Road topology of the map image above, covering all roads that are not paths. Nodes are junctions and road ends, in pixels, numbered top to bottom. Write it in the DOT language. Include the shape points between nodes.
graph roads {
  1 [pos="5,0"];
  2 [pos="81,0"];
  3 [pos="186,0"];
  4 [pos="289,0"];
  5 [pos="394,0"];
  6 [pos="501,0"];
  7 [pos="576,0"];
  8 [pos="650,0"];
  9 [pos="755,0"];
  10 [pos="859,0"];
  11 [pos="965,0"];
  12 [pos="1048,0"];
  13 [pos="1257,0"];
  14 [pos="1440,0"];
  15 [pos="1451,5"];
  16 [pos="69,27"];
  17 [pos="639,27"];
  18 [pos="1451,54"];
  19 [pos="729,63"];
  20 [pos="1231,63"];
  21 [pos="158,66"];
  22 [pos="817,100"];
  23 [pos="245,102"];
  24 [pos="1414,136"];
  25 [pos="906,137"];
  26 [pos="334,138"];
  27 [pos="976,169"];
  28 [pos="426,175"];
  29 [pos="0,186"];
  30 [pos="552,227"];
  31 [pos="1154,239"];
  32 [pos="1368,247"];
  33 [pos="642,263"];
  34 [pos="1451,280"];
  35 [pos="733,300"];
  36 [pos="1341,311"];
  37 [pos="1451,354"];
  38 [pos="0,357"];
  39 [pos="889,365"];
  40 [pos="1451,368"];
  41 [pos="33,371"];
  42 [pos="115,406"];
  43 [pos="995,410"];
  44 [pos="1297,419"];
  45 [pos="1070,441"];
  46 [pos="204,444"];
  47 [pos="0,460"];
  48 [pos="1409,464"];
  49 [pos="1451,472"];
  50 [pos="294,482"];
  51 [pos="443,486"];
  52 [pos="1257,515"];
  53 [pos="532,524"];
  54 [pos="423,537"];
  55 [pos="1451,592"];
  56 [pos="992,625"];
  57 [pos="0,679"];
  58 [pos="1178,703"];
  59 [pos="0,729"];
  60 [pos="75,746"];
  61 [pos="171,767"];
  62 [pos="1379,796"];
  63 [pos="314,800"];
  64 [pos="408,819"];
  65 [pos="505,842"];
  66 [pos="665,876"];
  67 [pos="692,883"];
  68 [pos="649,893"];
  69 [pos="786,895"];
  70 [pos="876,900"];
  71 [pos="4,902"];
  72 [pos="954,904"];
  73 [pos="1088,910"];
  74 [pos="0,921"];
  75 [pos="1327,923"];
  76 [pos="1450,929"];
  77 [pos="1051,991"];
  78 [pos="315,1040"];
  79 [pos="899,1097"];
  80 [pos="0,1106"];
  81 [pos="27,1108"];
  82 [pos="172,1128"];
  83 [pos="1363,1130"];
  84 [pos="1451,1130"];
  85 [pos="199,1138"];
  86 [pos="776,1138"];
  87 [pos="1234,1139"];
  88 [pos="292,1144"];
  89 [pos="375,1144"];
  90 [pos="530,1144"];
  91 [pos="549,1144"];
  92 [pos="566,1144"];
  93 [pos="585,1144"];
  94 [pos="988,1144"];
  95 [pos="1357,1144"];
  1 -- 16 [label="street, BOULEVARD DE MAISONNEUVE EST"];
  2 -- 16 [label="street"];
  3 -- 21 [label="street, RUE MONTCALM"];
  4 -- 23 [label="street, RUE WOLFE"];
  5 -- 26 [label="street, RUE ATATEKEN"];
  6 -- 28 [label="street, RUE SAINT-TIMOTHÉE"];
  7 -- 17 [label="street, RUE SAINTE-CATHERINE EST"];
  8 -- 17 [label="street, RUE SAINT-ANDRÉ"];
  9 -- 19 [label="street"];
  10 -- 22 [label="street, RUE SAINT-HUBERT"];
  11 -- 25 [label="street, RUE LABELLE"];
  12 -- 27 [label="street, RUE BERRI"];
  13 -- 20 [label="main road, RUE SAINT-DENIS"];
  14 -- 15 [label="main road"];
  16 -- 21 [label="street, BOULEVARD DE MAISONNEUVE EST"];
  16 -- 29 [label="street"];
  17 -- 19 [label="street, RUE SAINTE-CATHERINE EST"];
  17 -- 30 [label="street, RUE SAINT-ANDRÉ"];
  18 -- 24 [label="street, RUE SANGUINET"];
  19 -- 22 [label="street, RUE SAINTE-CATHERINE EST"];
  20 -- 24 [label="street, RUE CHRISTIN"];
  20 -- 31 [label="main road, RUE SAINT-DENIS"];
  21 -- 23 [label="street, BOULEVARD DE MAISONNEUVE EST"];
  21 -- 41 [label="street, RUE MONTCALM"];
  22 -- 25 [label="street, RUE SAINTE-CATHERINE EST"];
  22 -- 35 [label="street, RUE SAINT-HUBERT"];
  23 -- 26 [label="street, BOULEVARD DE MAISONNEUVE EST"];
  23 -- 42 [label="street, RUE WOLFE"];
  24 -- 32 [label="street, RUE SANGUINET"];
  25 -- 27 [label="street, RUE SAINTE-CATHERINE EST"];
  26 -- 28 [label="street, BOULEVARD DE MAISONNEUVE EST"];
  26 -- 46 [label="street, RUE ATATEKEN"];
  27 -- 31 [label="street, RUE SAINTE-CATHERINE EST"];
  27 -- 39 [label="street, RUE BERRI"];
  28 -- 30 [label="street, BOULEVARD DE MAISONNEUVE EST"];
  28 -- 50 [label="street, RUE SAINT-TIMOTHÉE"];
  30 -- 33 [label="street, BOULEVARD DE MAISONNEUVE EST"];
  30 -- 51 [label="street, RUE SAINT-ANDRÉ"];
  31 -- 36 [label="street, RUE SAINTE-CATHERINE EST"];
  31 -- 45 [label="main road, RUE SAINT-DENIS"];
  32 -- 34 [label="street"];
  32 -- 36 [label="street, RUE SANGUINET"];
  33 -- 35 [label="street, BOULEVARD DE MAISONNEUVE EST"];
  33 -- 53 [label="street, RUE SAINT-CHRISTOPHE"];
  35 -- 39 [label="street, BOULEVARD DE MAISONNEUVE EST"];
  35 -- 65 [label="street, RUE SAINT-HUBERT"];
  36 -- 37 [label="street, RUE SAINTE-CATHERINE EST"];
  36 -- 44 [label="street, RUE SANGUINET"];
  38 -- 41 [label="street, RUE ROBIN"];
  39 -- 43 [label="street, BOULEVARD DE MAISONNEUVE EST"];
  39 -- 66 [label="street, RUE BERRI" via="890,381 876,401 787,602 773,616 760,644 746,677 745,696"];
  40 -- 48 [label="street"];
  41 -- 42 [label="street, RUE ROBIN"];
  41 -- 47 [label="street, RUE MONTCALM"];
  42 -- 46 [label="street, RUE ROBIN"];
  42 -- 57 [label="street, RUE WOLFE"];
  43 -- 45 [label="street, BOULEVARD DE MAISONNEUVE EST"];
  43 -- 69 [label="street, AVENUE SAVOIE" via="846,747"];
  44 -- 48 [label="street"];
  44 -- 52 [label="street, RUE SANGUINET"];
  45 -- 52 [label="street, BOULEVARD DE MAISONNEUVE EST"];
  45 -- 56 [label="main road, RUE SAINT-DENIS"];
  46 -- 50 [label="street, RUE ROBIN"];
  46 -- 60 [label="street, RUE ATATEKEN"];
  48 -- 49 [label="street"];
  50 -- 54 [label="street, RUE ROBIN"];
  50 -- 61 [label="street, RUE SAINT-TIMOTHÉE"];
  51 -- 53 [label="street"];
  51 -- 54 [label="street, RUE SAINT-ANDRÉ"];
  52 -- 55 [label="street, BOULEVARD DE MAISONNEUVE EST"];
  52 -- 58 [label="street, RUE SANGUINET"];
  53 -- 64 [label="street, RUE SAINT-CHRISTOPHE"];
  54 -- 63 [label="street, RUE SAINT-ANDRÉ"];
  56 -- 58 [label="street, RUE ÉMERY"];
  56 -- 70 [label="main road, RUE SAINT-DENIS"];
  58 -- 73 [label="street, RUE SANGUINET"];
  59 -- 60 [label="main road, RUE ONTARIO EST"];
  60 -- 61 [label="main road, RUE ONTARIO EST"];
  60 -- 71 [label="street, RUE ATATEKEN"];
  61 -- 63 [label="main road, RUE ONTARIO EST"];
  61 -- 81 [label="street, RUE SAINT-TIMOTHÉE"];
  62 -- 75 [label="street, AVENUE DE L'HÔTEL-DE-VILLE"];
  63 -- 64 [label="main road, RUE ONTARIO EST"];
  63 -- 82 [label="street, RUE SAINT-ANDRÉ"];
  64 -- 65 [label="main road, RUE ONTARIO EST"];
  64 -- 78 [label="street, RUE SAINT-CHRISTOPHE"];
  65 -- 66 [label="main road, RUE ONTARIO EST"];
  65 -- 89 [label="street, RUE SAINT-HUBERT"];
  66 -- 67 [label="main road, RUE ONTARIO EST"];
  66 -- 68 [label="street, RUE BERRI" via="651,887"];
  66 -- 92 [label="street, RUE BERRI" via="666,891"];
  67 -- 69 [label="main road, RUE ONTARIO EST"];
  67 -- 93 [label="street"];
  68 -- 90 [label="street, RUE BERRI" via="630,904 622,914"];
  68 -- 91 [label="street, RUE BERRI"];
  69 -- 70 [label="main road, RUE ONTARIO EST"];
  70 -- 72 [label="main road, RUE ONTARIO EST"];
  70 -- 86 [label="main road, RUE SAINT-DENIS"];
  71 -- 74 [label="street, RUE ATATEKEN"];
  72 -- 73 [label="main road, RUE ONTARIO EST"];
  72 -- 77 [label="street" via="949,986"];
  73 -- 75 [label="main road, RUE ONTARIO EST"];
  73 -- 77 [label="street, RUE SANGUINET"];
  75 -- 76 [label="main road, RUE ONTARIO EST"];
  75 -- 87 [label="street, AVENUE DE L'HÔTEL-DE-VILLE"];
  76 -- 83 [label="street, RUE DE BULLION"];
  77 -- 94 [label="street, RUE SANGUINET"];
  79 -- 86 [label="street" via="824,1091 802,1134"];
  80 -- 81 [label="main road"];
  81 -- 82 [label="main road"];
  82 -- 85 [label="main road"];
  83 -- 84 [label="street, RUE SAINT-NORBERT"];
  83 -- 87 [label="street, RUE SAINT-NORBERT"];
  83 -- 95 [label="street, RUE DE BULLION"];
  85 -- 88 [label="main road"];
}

* * * * *

* **What is expected**
Read through the lines above and collect those that contain the string "TIMOTHÉE".

* **Solved exercise**
  6 -- 28 [label="street, RUE SAINT-TIMOTHÉE"];
  28 -- 50 [label="street, RUE SAINT-TIMOTHÉE"];
  50 -- 61 [label="street, RUE SAINT-TIMOTHÉE"];
  61 -- 81 [label="street, RUE SAINT-TIMOTHÉE"];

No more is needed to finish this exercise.